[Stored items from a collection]
........
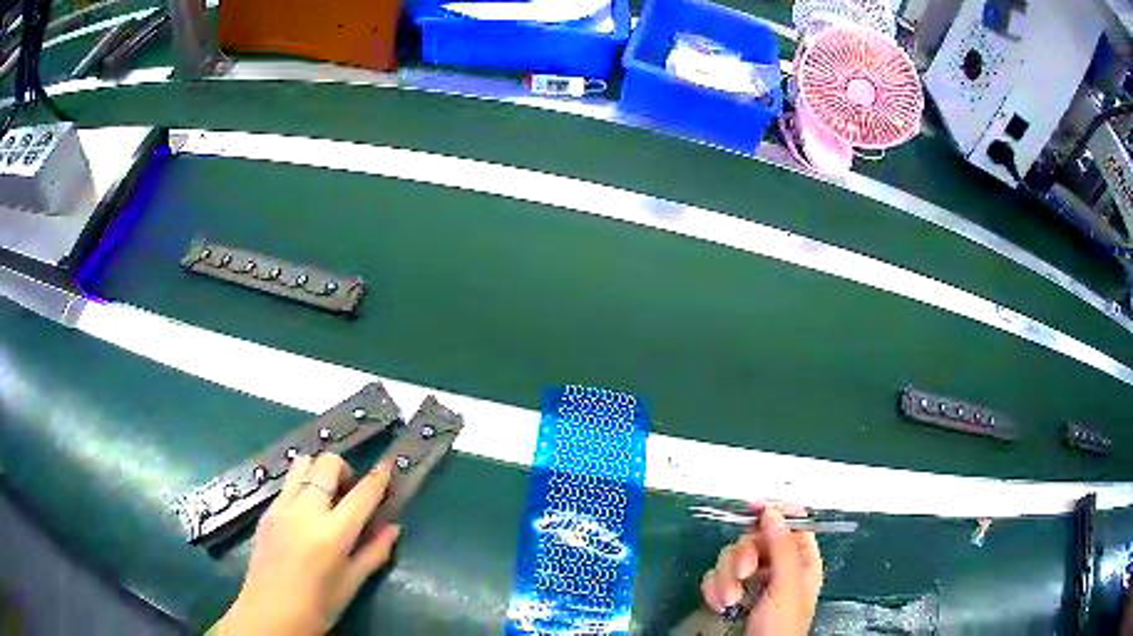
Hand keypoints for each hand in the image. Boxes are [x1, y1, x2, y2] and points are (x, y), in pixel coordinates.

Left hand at [212, 454, 401, 635]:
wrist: (270, 612)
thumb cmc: (319, 605)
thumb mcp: (352, 583)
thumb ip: (374, 552)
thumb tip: (393, 528)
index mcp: (333, 532)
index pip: (362, 494)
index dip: (379, 477)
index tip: (387, 466)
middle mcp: (307, 509)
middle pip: (328, 464)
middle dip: (345, 469)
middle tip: (350, 492)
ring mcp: (282, 506)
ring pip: (302, 464)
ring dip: (319, 471)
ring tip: (325, 494)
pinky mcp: (267, 511)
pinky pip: (287, 484)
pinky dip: (301, 485)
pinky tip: (304, 512)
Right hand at [700, 503, 822, 635]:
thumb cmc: (781, 625)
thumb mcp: (787, 586)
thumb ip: (782, 548)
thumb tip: (772, 512)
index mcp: (801, 560)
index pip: (793, 522)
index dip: (776, 511)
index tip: (754, 506)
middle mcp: (776, 566)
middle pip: (755, 538)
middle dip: (743, 556)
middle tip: (743, 574)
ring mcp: (752, 580)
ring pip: (732, 556)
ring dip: (726, 578)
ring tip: (730, 600)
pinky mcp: (731, 592)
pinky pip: (715, 576)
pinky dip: (714, 589)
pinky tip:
........
• WHAT YOU SHOULD DO: Wherever a line of the records above contains the string "middle", copy that line out.

• TASK ANSWER:
middle mcp: (307, 509)
middle pip: (328, 464)
middle dip: (345, 469)
middle tip: (350, 492)
middle mcp: (776, 566)
middle pip: (755, 538)
middle dip: (743, 556)
middle tip: (743, 574)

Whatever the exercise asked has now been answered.